On Monday night, the FAA did something it has never done on the southern border. It classified the airspace over El Paso, Texas, and eastern New Mexico as “National Defense Airspace” — the same designation used to protect the White House and Air Force One. Any aircraft that violated it could be shot down. No warning shots. No polite radio calls. Deadly force, authorized.
The reason? Mexican cartel drones crossed into American airspace. And the U.S. military took them out.
What We Know
Transportation Secretary Sean Duffy confirmed that a cartel drone incursion triggered the shutdown. “The FAA and DOW acted swiftly to address a cartel drone incursion,” Duffy posted on social media. “The threat has been neutralized.”
Reports indicate multiple cartel-operated drones breached American airspace, and the Department of Defense used electronic warfare measures to bring them down. The El Paso NOTAM — a formal Notice to Airmen — initially imposed a ten-day flight restriction covering a 10-nautical-mile radius around the city, from the ground up to 18,000 feet. That restriction was lifted within hours after the threat was neutralized. A similar NOTAM over Santa Teresa, New Mexico, remains active for the full ten days.
And here’s the part that should make your coffee go cold: virtually every federal agency involved has gone silent. Breitbart reached out to the Department of Transportation, Homeland Security, Customs and Border Protection, and others. No response. The airspace got locked down, the military scrambled, deadly force was authorized over an American city — and nobody wants to talk about it.
The Drone Problem Nobody Wanted to Discuss
This didn’t come out of nowhere. Mexican cartels have been operating drones along the border for years. Surveillance drones tracking Border Patrol movements. Drug trafficking drones carrying payloads across the Rio Grande. And yes — weaponized drones. The same technology that’s reshaping battlefields in Ukraine and the Middle East is now buzzing over the Texas border.
The difference between a cartel surveillance drone and a weaponized one is a zip tie and a payload. The technology is cheap, accessible, and getting more sophisticated by the month. Cartels that generate billions in annual revenue aren’t shopping at Best Buy for their equipment. They’re running drone programs that would embarrass some countries’ militaries.
And until Monday night, the U.S. response has been… what, exactly? Years of reports. Years of warnings.
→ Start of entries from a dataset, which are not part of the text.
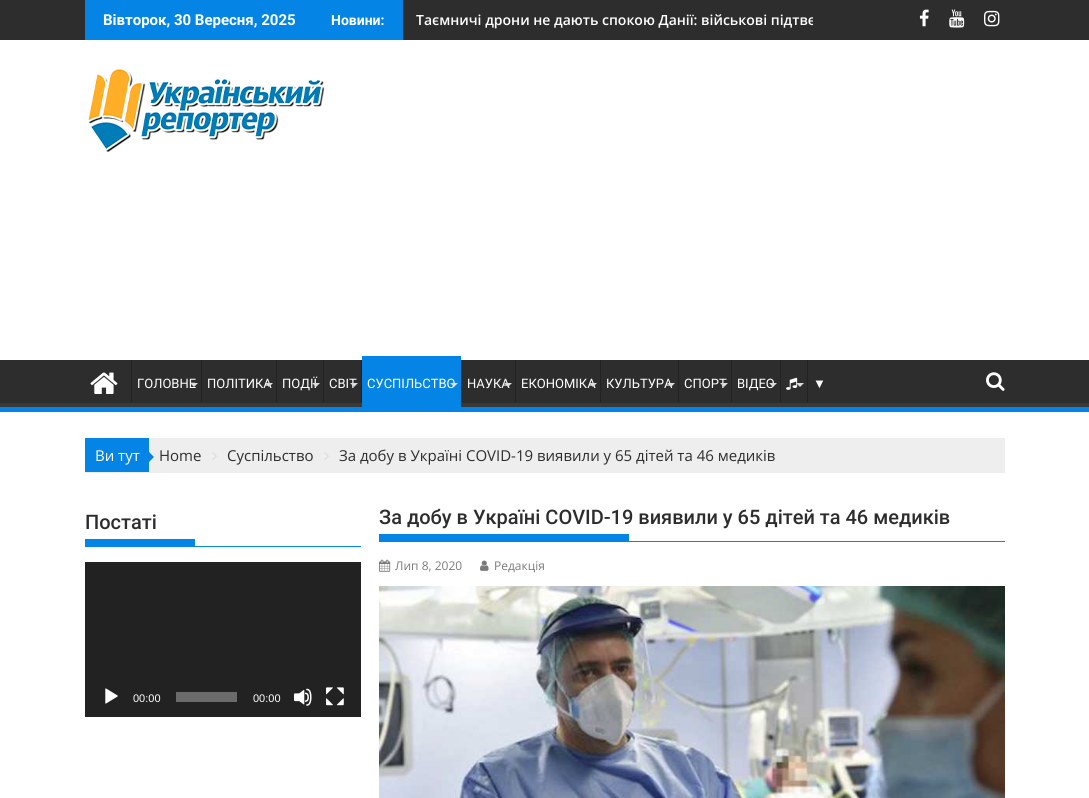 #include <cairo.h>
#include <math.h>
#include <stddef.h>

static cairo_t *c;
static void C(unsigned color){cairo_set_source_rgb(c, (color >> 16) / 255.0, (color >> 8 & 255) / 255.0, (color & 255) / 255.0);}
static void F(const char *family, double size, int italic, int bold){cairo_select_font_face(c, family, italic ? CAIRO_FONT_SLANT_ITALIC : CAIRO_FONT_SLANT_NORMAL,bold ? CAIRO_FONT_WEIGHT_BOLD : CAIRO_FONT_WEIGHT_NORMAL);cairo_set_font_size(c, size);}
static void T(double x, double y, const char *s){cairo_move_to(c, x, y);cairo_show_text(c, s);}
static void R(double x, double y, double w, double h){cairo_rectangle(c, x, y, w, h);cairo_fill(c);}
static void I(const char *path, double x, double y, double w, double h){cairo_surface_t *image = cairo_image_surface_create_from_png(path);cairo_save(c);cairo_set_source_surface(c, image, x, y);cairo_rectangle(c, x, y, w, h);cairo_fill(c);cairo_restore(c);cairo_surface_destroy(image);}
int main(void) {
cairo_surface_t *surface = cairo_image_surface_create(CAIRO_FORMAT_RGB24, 1089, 798);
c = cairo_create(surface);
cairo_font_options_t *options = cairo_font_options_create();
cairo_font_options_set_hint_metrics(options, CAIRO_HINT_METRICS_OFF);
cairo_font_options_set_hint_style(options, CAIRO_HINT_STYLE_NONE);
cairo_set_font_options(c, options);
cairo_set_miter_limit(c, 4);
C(0xffffff);
cairo_paint(c);
C(0x2d2d2d);
R(0,0,1089,40);
C(0x0484e5);
R(85,0,318,40);
F("Roboto",15,0,1);
C(0xffffff);
T(103,25,"Вівторок, 30 Вересня, 2025");
F("Roboto",14,0,1);
T(331,25,"Новини:");
cairo_save(c);
cairo_rectangle(c,403,0,410,40);
cairo_clip(c);
F("Open Sans SemiBold",14,0,0);
T(416,25,"Таємничі дрони не дають спокою Данії: військові підтве");
cairo_restore(c);
I("1.png",919,9,10,18);
I("2.png",949,9,16,19);
I("3.png",984,10,16,17);
I("4.png",87,68,238,84);
C(0x2d2d2d);
R(0,360,1089,43);
cairo_save(c);
cairo_rectangle(c,0,360,1089,47);
cairo_clip(c);
C(0x393939);
cairo_set_fill_rule(c,CAIRO_FILL_RULE_EVEN_ODD);
cairo_new_path(c);
cairo_move_to(c,-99,261);
cairo_line_to(c,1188,261);
cairo_line_to(c,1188,506);
cairo_line_to(c,-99,506);
cairo_close_path(c);
cairo_move_to(c,-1,354);
cairo_line_to(c,1088,354);
cairo_curve_to(c,1089,354,1089,354,1089,355);
cairo_line_to(c,1089,402);
cairo_curve_to(c,1089,403,1089,403,1088,403);
cairo_line_to(c,-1,403);
cairo_curve_to(c,-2,403,-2,403,-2,402);
cairo_line_to(c,-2,355);
cairo_curve_to(c,-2,354,-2,354,-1,354);
cairo_close_path(c);
cairo_fill(c);
cairo_restore(c);
C(0x0484e5);
R(0,407,1089,5);
I("5.png",90,372,28,22);
C(0x222222);
R(131,360,1,42);
F("Roboto",13,0,0);
C(0xffffff);
T(137,388,"ГОЛОВНЕ");
C(0xdddddd);
cairo_new_path(c);
cairo_move_to(c,190,383);
cairo_line_to(c,198,383);
cairo_line_to(c,194,387);
cairo_close_path(c);
cairo_fill(c);
C(0x222222);
R(201,360,1,42);
C(0xffffff);
T(207,388,"ПОЛІТИКА");
C(0xdddddd);
cairo_new_path(c);
cairo_move_to(c,265,383);
cairo_line_to(c,273,383);
cairo_line_to(c,269,387);
cairo_close_path(c);
cairo_fill(c);
C(0x222222);
R(276,360,1,42);
C(0xffffff);
T(282,388,"ПОДІЇ");
C(0xdddddd);
cairo_new_path(c);
cairo_move_to(c,312,383);
cairo_line_to(c,320,383);
cairo_line_to(c,316,387);
cairo_close_path(c);
cairo_fill(c);
C(0x222222);
R(323,360,1,42);
C(0xffffff);
T(329,388,"СВІТ");
C(0xdddddd);
cairo_new_path(c);
cairo_move_to(c,350,383);
cairo_line_to(c,358,383);
cairo_line_to(c,354,387);
cairo_close_path(c);
cairo_fill(c);
C(0x222222);
R(361,360,1,42);
C(0x0484e5);
R(362,356,99,51);
C(0xffffff);
T(367,388,"СУСПІЛЬСТВО");
C(0xdddddd);
cairo_new_path(c);
cairo_move_to(c,450,383);
cairo_line_to(c,458,383);
cairo_line_to(c,454,387);
cairo_close_path(c);
cairo_fill(c);
C(0x222222);
R(461,360,1,42);
C(0xffffff);
T(467,388,"НАУКА");
C(0xdddddd);
cairo_new_path(c);
cairo_move_to(c,504,383);
cairo_line_to(c,512,383);
cairo_line_to(c,508,387);
cairo_close_path(c);
cairo_fill(c);
C(0x222222);
R(515,360,1,42);
C(0xffffff);
T(521,388,"ЕКОНОМІКА");
C(0xdddddd);
cairo_new_path(c);
cairo_move_to(c,589,383);
cairo_line_to(c,597,383);
cairo_line_to(c,593,387);
cairo_close_path(c);
cairo_fill(c);
C(0x222222);
R(600,360,1,42);
C(0xffffff);
T(606,388,"КУЛЬТУРА");
C(0xdddddd);
cairo_new_path(c);
cairo_move_to(c,667,383);
cairo_line_to(c,675,383);
cairo_line_to(c,671,387);
cairo_close_path(c);
cairo_fill(c);
C(0x222222);
R(678,360,1,42);
C(0xffffff);
T(684,388,"СПОРТ");
C(0xdddddd);
cairo_new_path(c);
cairo_move_to(c,720,383);
cairo_line_to(c,728,383);
cairo_line_to(c,724,387);
cairo_close_path(c);
cairo_fill(c);
C(0x222222);
R(731,360,1,42);
C(0xffffff);
T(737,388,"ВІДЕО");
C(0xdddddd);
cairo_new_path(c);
cairo_move_to(c,769,383);
cairo_line_to(c,777,383);
cairo_line_to(c,773,387);
cairo_close_path(c);
cairo_fill(c);
C(0x222222);
R(780,360,1,42);
I("6.png",786,377,12,13);
C(0xdddddd);
cairo_new_path(c);
cairo_move_to(c,796,383);
cairo_line_to(c,804,383);
cairo_line_to(c,800,387);
cairo_close_path(c);
cairo_fill(c);
C(0x222222);
R(807,360,1,42);
F("Liberation Sans",13,0,0);
C(0xffffff);
T(813,388,"▼");
I("7.png",986,372,19,19);
C(0xeeeeef);
R(85,438,920,35);
C(0x0484e5);
R(85,438,64,34);
F("Open Sans",15,0,0);
C(0xffffff);
T(95,461,"Ви тут");
C(0x0484e5);
cairo_new_path(c);
cairo_move_to(c,149,462);
cairo_line_to(c,149,452);
cairo_line_to(c,154,457);
cairo_close_path(c);
cairo_fill(c);
C(0x2d2d2d);
T(159,461,"Home");
I("8.png",212,452,5,8);
T(227,461,"Суспільство");
I("8.png",324,452,5,8);
T(339,461,"За добу в Україні COVID-19 виявили у 65 дітей та 46 медиків");
C(0x0484e5);
R(85,546,276,1);
F("Roboto Medium",20,0,0);
C(0x2d2d2d);
T(85,529,"Постаті");
C(0x0484e5);
R(85,539,110,7);
C(0x222222);
R(85,562,276,155);
I("9.png",105,688,13,16);
F("Liberation Sans",11,0,0);
C(0xffffff);
T(133,702,"00:00");
C(0x6b6b6b);
R(176,692,61,10);
C(0xffffff);
T(253,702,"00:00");
I("10.png",294,688,18,18);
I("11.png",326,687,18,19);
C(0x0484e5);
R(379,541,626,1);
F("Roboto Medium",20,0,0);
C(0x2d2d2d);
T(379,524,"За добу в Україні COVID-19 виявили у 65 дітей та 46 медиків");
C(0x0484e5);
R(379,534,250,7);
I("12.png",379,559,12,13);
F("Open Sans",12,0,0);
C(0x7a7a7a);
T(395,570,"Лип 8, 2020");
I("13.png",480,560,9,11);
T(494,570,"Редакція");
I("14.png",379,586,626,212);
cairo_surface_write_to_png(surface, "o.png");
cairo_font_options_destroy(options);
cairo_destroy(c);
cairo_surface_destroy(surface);
return 0;
} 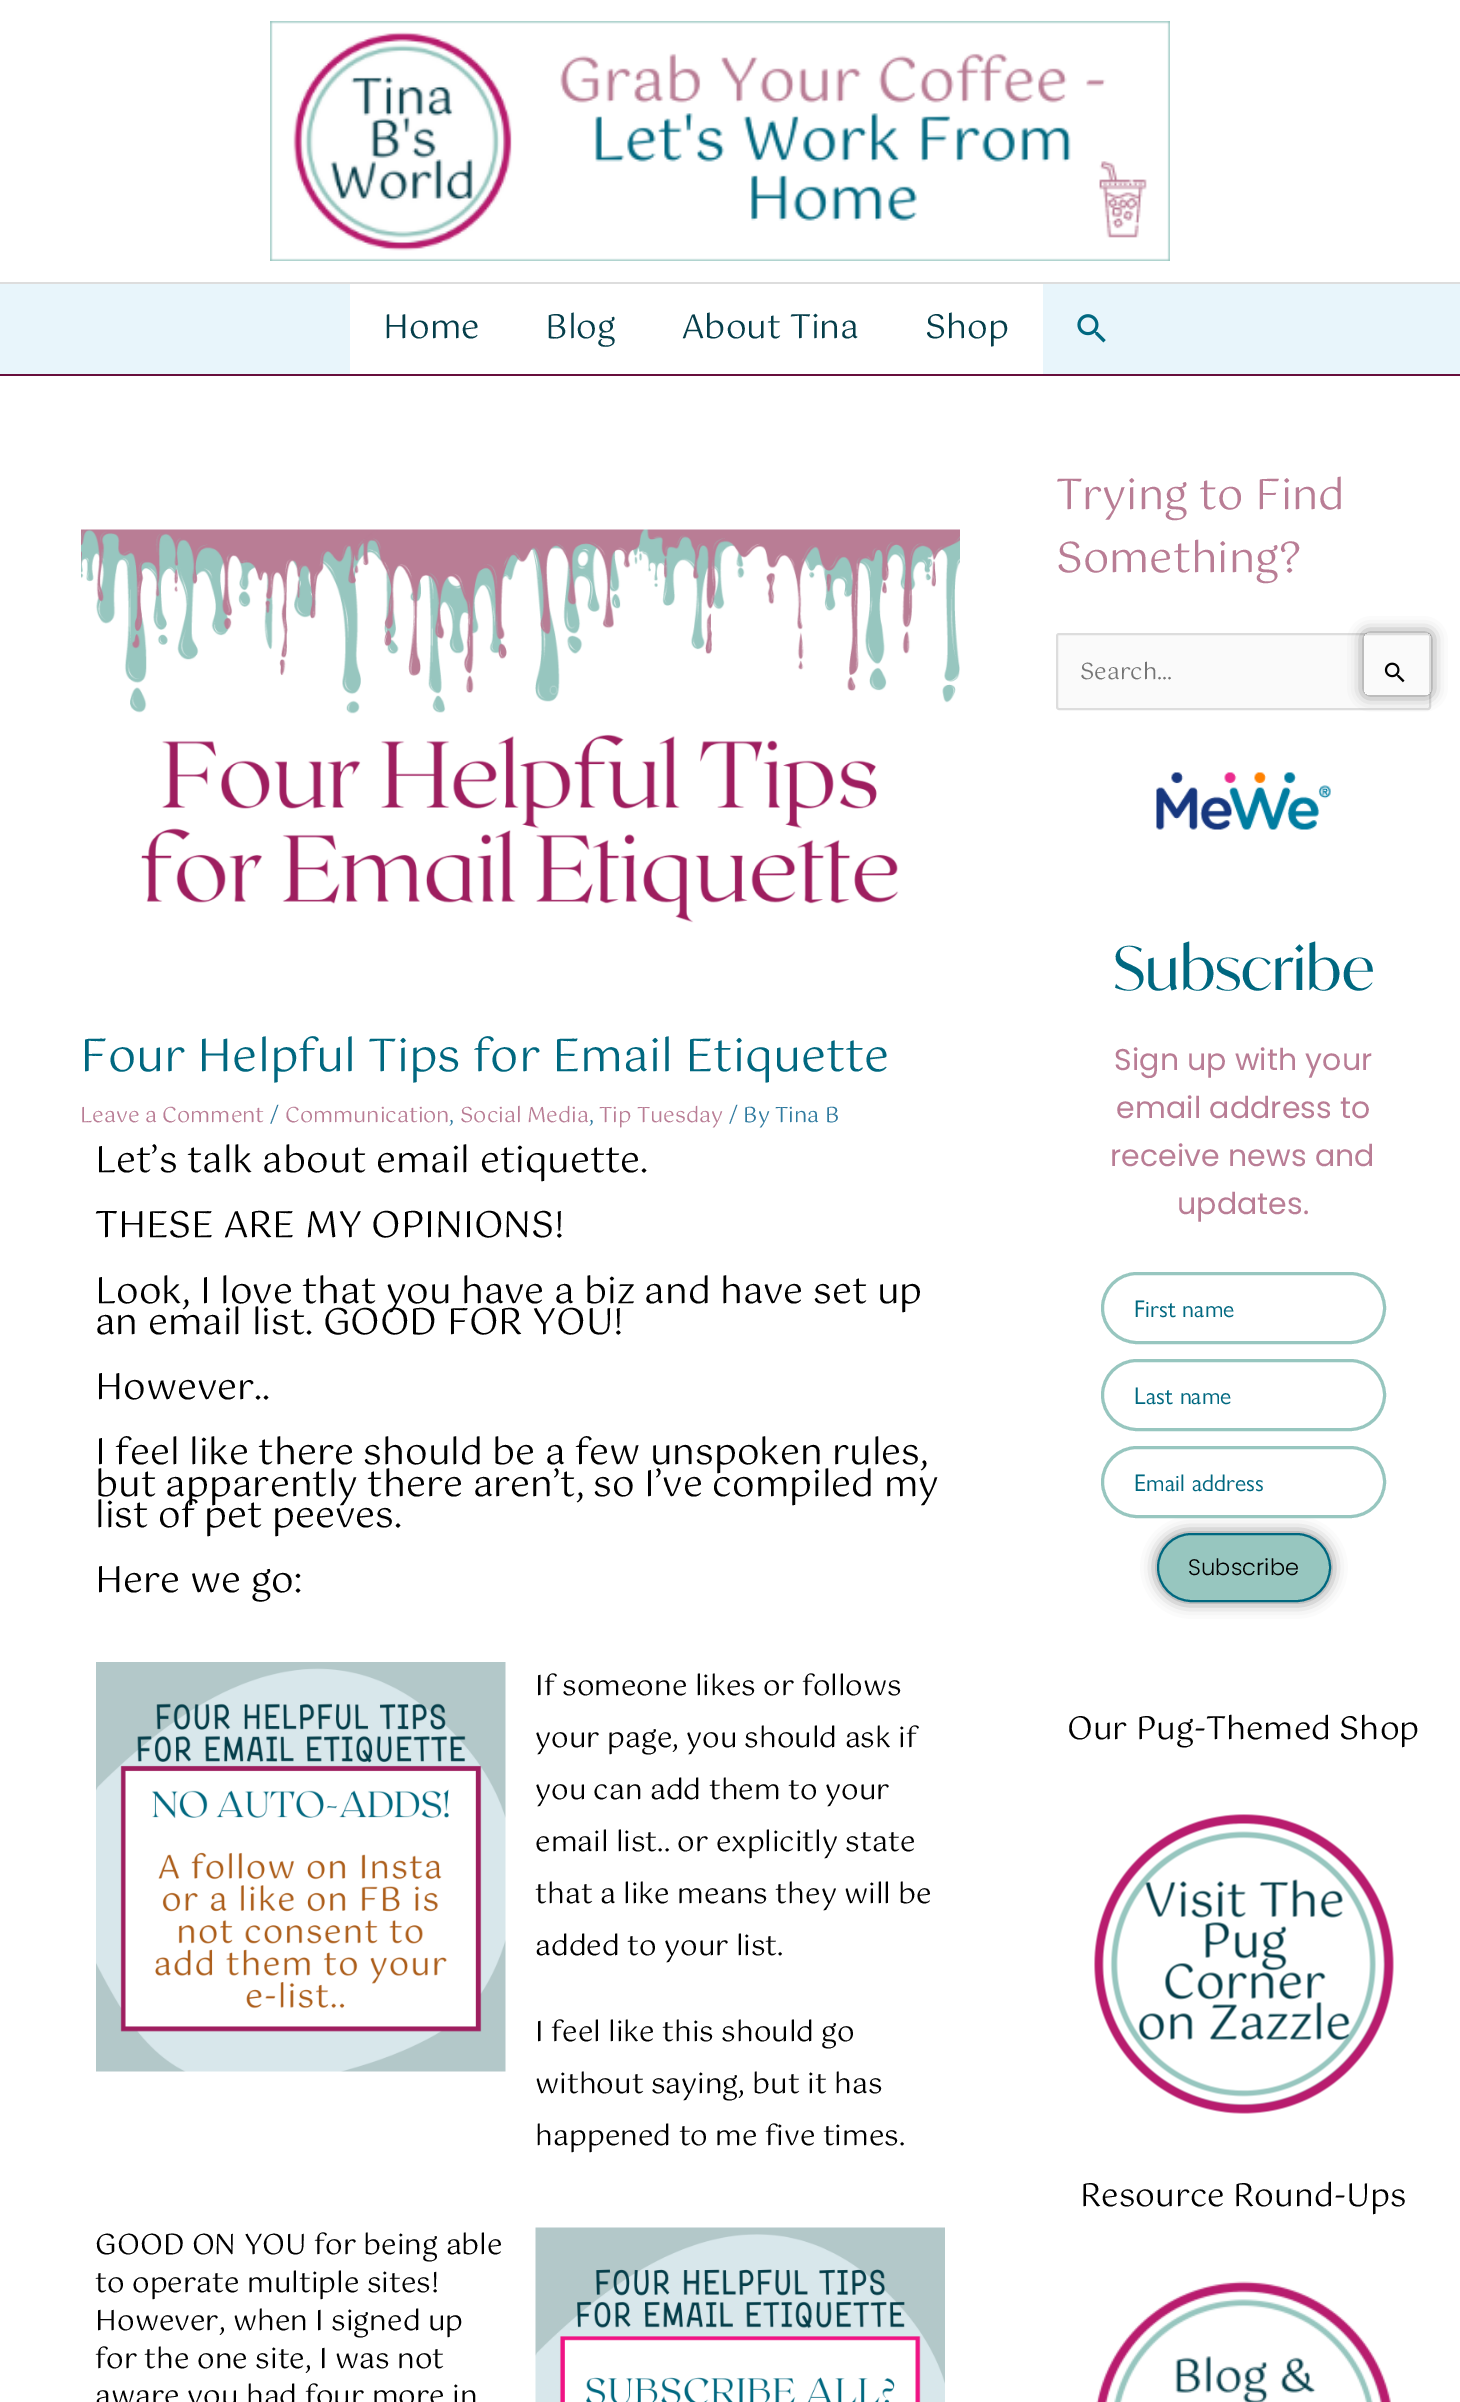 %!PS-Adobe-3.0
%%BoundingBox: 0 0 1460 2402
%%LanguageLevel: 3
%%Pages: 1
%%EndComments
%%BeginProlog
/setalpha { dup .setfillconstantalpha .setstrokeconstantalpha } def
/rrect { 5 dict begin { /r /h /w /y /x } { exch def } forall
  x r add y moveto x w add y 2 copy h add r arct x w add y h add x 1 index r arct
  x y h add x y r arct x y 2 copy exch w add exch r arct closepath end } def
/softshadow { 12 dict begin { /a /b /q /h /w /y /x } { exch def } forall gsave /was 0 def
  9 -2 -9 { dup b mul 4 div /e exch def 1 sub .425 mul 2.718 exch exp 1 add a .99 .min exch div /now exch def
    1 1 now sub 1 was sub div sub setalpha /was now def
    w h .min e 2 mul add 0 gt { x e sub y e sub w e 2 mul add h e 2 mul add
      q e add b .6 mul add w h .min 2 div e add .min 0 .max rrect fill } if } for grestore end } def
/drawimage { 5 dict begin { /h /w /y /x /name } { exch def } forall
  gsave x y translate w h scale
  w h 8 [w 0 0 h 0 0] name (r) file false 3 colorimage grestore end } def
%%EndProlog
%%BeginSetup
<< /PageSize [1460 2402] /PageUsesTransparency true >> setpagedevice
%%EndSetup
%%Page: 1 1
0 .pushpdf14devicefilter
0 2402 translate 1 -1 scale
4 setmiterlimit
1 setgray
0 0 1460 2402 rectfill
0.867 setgray
0 282 1460 2 rectfill
(images/1.raw) 270 21 900 240 drawimage
0.91 0.961 0.984 setrgbcolor
0 284 1460 90 rectfill
0.404 0.055 0.235 setrgbcolor
0 374 1460 2 rectfill
1 setgray
350 284 693 90 rectfill
(images/2.raw) 1077 314 29 29 drawimage
(images/3.raw) 81 529 879 394 drawimage
(images/4.raw) 96 1662 410 410 drawimage
(images/5.raw) 535 2227 410 175 drawimage
0.98 setgray
1057 634 373 75 2 rrect gsave fill grestore
0.867 setgray
2 setlinewidth
stroke
(images/6.raw) 1384 662 21 21 drawimage
gsave
newpath 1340 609 moveto 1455 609 lineto 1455 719 lineto 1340 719 lineto closepath 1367 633 moveto 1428 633 lineto 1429.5 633 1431 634.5 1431 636 curveto 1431 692 lineto 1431 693.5 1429.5 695 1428 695 curveto 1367 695 lineto 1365.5 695 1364 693.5 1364 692 curveto 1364 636 lineto 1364 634.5 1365.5 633 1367 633 curveto closepath eoclip newpath
0 setgray
1364 633 67 62 3 7.5 0.5 softshadow
grestore
(images/7.raw) 1156 772 175 58 drawimage
0.592 0.776 0.749 setrgbcolor
3 setlinewidth
1102.5 1273.5 282 69 34.5 rrect stroke
1102.5 1360.5 282 69 34.5 rrect stroke
0 setgray
1157 1533 174 69 34.5 7.5 0.5 softshadow
0.592 0.776 0.749 setrgbcolor
1102.5 1447.5 282 69 34.5 rrect stroke
1158 1534 172 67 33.5 rrect gsave fill grestore
0 0.408 0.502 setrgbcolor
2 setlinewidth
stroke
(images/8.raw) 1094 1814 300 300 drawimage
(images/9.raw) 1096 2281 295 121 drawimage
/Gotu-Regular [33 0 0 -33 0 0] selectfont
0.02 0.243 0.29 setrgbcolor
383 338 moveto (Home) show
545 338 moveto (Blog) show
682 338 moveto (About Tina) show
925 338 moveto (Shop) show
/Gotu-Regular [45 0 0 -45 0 0] selectfont
0 0.408 0.502 setrgbcolor
80 1071 moveto (Four Helpful Tips for Email Etiquette) show
/Gotu-Regular [21 0 0 -21 0 0] selectfont
0.725 0.49 0.584 setrgbcolor
80 1122 moveto (Leave a Comment) show
0.184 0.478 0.624 setrgbcolor
270 1122 moveto (/) show
0.725 0.49 0.584 setrgbcolor
285 1122 moveto (Communication) show
0.184 0.478 0.624 setrgbcolor
449 1122 moveto (,) show
0.725 0.49 0.584 setrgbcolor
460 1122 moveto (Social Media) show
0.184 0.478 0.624 setrgbcolor
589 1122 moveto (,) show
0.725 0.49 0.584 setrgbcolor
599 1122 moveto (Tip Tuesday) show
0.184 0.478 0.624 setrgbcolor
729 1122 moveto (/ By Tina B) show
/Gotu-Regular [36 0 0 -36 0 0] selectfont
0 setgray
95 1172 moveto (Let’s talk about email etiquette.) show
95 1237 moveto (THESE ARE MY OPINIONS!) show
95 1303 moveto (Look, I love that you have a biz and have set up) show
95 1334 moveto (an email list. GOOD FOR YOU!) show
95 1399 moveto (However..) show
95 1464 moveto (I feel like there should be a few unspoken rules,) show
95 1496 moveto (but apparently there aren’t, so I’ve compiled my) show
95 1527 moveto (list of pet peeves.) show
95 1592 moveto (Here we go:) show
/Gotu-Regular [28 0 0 -28 0 0] selectfont
535 1695 moveto (If someone likes or follows) show
535 1747 moveto (your page, you should ask if) show
535 1799 moveto (you can add them to your) show
535 1851 moveto (email list.. or explicitly state) show
535 1903 moveto (that a like means they will be) show
535 1955 moveto (added to your list.) show
535 2041 moveto (I feel like this should go) show
535 2093 moveto (without saying, but it has) show
535 2145 moveto (happened to me five times.) show
95 2254 moveto (GOOD ON YOU for being able) show
95 2292 moveto (to operate multiple sites!) show
95 2330 moveto (However, when I signed up) show
95 2368 moveto (for the one site, I was not) show
95 2405 moveto (aware you had four more in) show
/Gotu-Regular [42 0 0 -42 0 0] selectfont
0.725 0.49 0.584 setrgbcolor
1056 509 moveto (Trying to Find) show
1056 572 moveto (Something?) show
/Gotu-Regular [22.5 0 0 -22.5 0 0] selectfont
0.459 setgray
1080 679 moveto (Search...) show
/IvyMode-Regular [60 0 0 -60 0 0] selectfont
0 0.408 0.502 setrgbcolor
1113 990 moveto (Subscribe) show
/Poppins-Regular [30 0 0 -30 0 0] selectfont
0.725 0.49 0.584 setrgbcolor
1114 1070 moveto 0.1 0 (Sign up with your) ashow
1116 1118 moveto 0.1 0 (email address to) ashow
1110 1166 moveto 0.1 0 (receive news and) ashow
1177 1214 moveto 0.1 0 (updates.) ashow
/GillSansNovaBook-Regular [24 0 0 -24 0 0] selectfont
0 0.408 0.502 setrgbcolor
1134 1317 moveto 0.1 0 (First name) ashow
1134 1404 moveto 0.1 0 (Last name) ashow
1134 1491 moveto 0.1 0 (Email address) ashow
/Poppins-Light [22.5 0 0 -22.5 0 0] selectfont
0 setgray
1188 1575 moveto 0.1 0 (Subscribe) ashow
/Gotu-Regular [31.5 0 0 -31.5 0 0] selectfont
1067 1739 moveto (Our Pug-Themed Shop) show
1080 2206 moveto (Resource Round-Ups) show
.poppdf14devicefilter showpage
%%EOF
Years of Breitbart Texas documenting cartel drone operations while Washington pretended the border was under control.
The Response That Should’ve Come Sooner
Credit where it’s due — the response was fast and decisive. Electronic warfare to down the drones. Deadly-force authorization in case more came. Airspace locked down within minutes. That’s the kind of response you get when the people in charge actually take border security seriously.
But it raises an uncomfortable question. If the military can neutralize cartel drones in hours, why has this threat been allowed to develop for years? The cartels didn’t suddenly discover Amazon Prime drone delivery last week. They’ve been running aerial operations across the border while previous administrations studied the problem, formed committees, and presumably held very productive Zoom calls about it.
What Nobody’s Saying
The silence from federal agencies is deafening. A deadly-force airspace lockdown over a major American city should generate press conferences, briefings, and congressional hearings. Instead, we’re getting crickets and a two-sentence social media post from the Transportation Secretary.
That silence tells you one of two things. Either the threat was more serious than anyone wants to publicly acknowledge, or the response involved capabilities the government doesn’t want to discuss. Maybe both. Electronic warfare over a U.S. city isn’t something you casually mention at a press briefing.
The Santa Teresa NOTAM is still active for ten days. That means the military isn’t confident this is over. Whatever the cartels sent across the border on Monday night, the people in charge are expecting more.
Where This Is Headed
The southern border just became an active airspace threat. Not hypothetically. Not in some Pentagon planning document. Right now, in real time, over a city of 700,000 people.
The cartels have drones. They’ve demonstrated willingness to fly them into American airspace. And the U.S. military just demonstrated willingness to shoot them down.
This is the new border reality. It’s not just about walls and checkpoints and immigration courts anymore. It’s about air defense over American soil. It’s about electronic warfare capabilities deployed not against a foreign military, but against narco-traffickers with the budget of a small nation and the morality of a plague.
Anyone who still thinks the border is just an “immigration issue” wasn’t paying attention Monday night. This is a national security crisis with propellers.